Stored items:
· · · ·

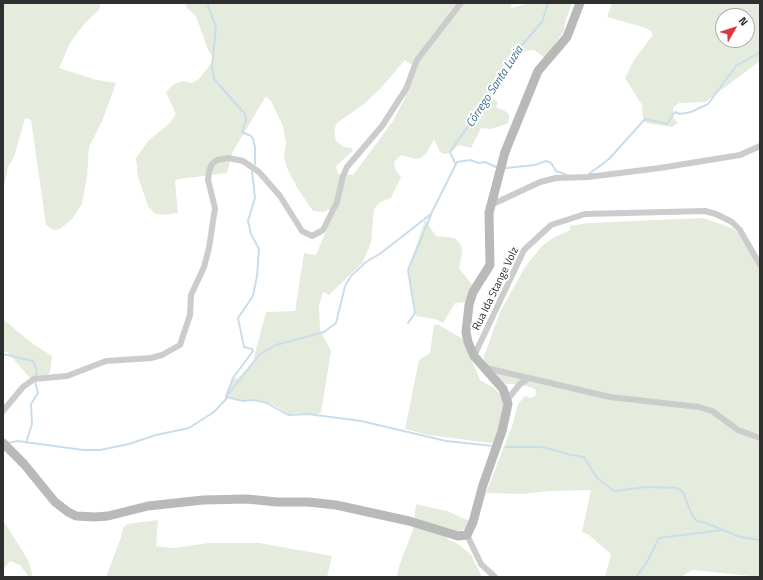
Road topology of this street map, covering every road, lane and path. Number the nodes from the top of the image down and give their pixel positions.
1 (461, 3) edge
2 (580, 3) edge
3 (760, 146) edge
4 (491, 205) junction
5 (760, 265) edge
6 (474, 356) junction
7 (486, 368) junction
8 (529, 378) junction
9 (507, 400) junction
10 (3, 411) edge
11 (760, 438) edge
12 (3, 443) edge
13 (466, 535) junction
14 (495, 577) edge

1 - 10 street
2 - 4 street
3 - 4 street
4 - 6 street
5 - 6 street, Rua Ida Stange Volz
6 - 7 street
7 - 8 street
7 - 9 street
8 - 9 street
8 - 11 street
9 - 13 street
12 - 13 street
13 - 14 street

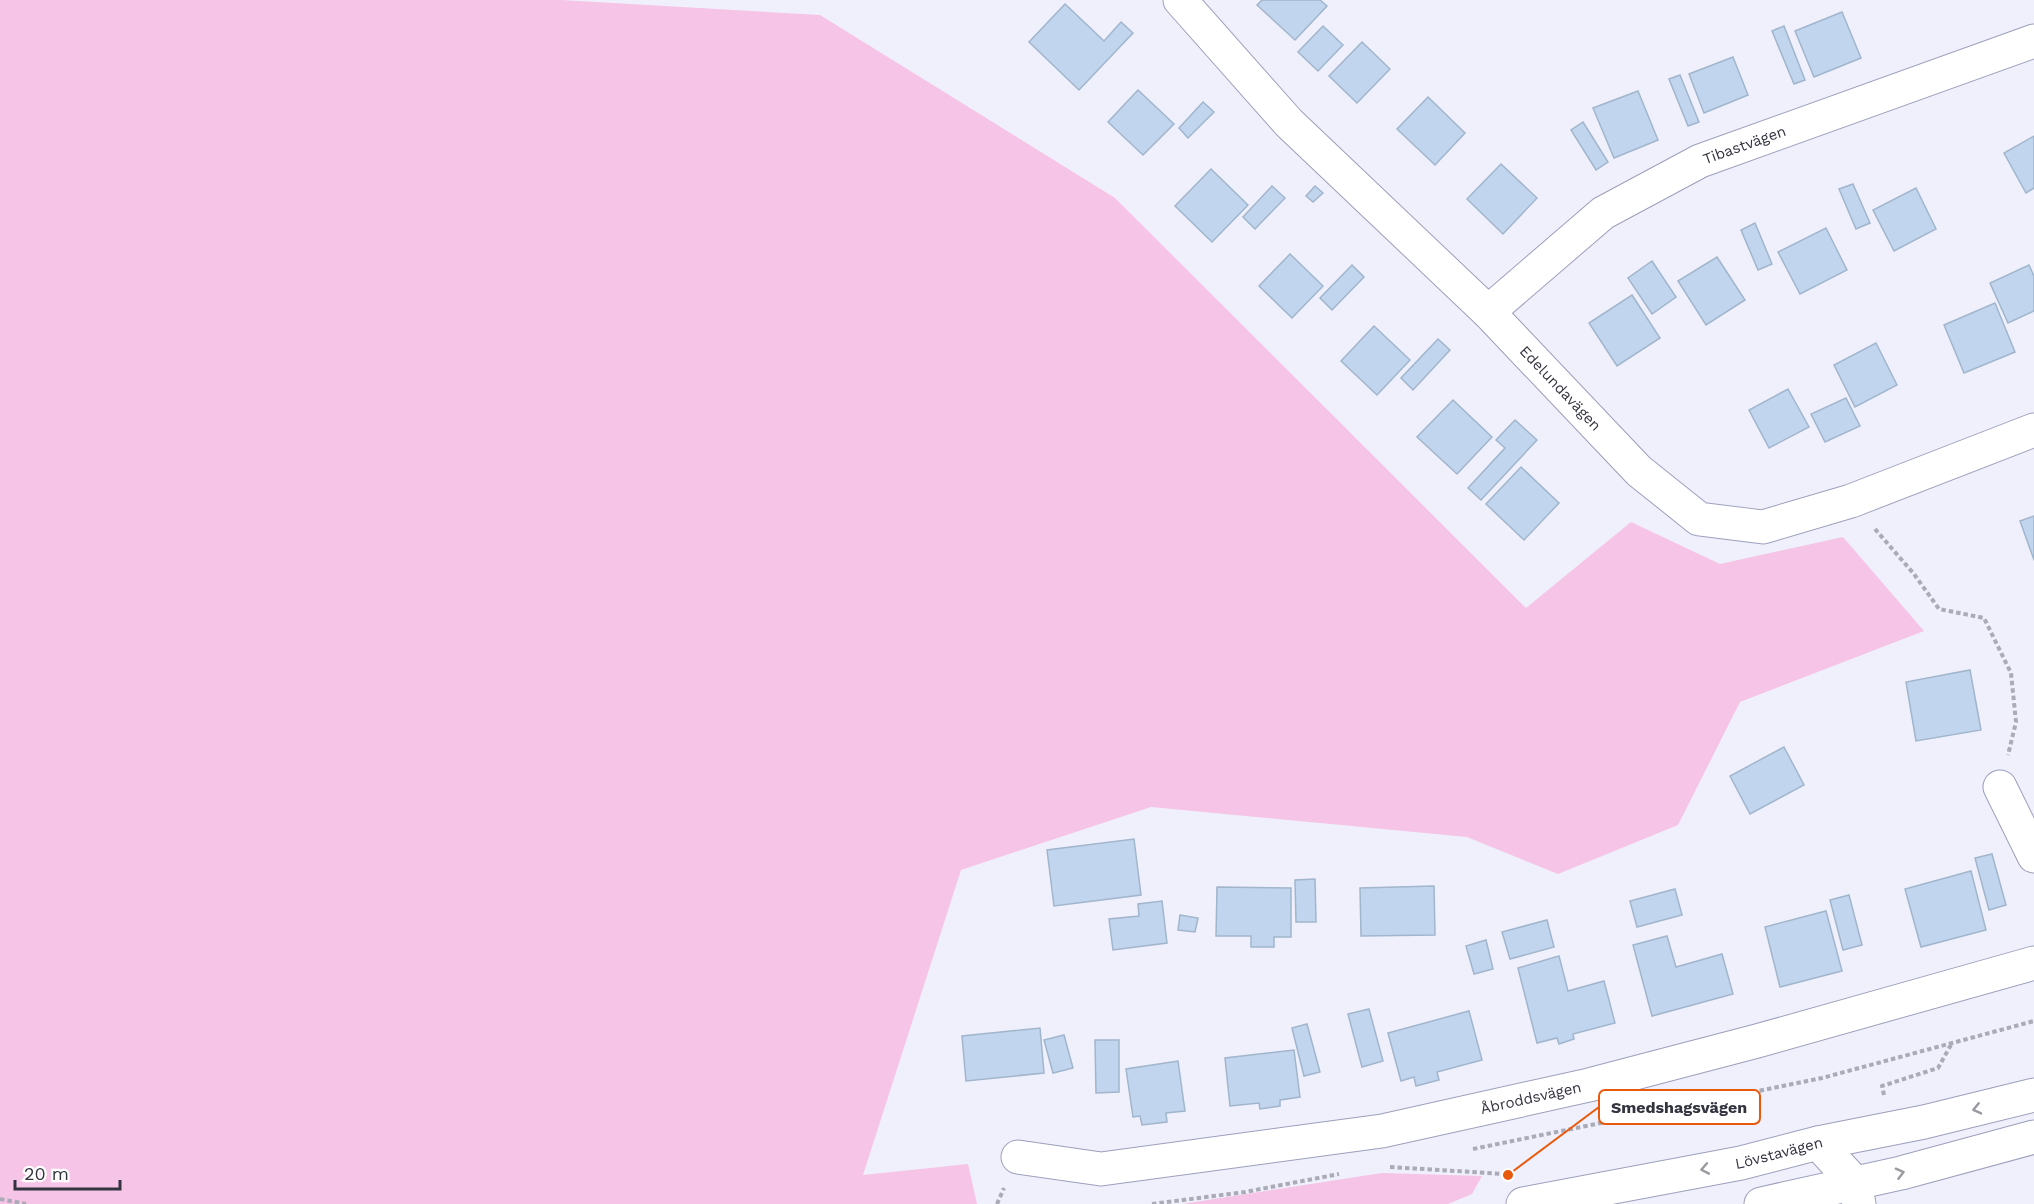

· · · ·

→ **Activity**:
Copy out all the data exactly. The images should not appear in the copy.

→ **Response to the task**:
Road topology of this street map, covering every road, lane and path. Number the nodes from the top of the image down and give their pixel positions.
1 (461, 3) edge
2 (580, 3) edge
3 (760, 146) edge
4 (491, 205) junction
5 (760, 265) edge
6 (474, 356) junction
7 (486, 368) junction
8 (529, 378) junction
9 (507, 400) junction
10 (3, 411) edge
11 (760, 438) edge
12 (3, 443) edge
13 (466, 535) junction
14 (495, 577) edge

1 - 10 street
2 - 4 street
3 - 4 street
4 - 6 street
5 - 6 street, Rua Ida Stange Volz
6 - 7 street
7 - 8 street
7 - 9 street
8 - 9 street
8 - 11 street
9 - 13 street
12 - 13 street
13 - 14 street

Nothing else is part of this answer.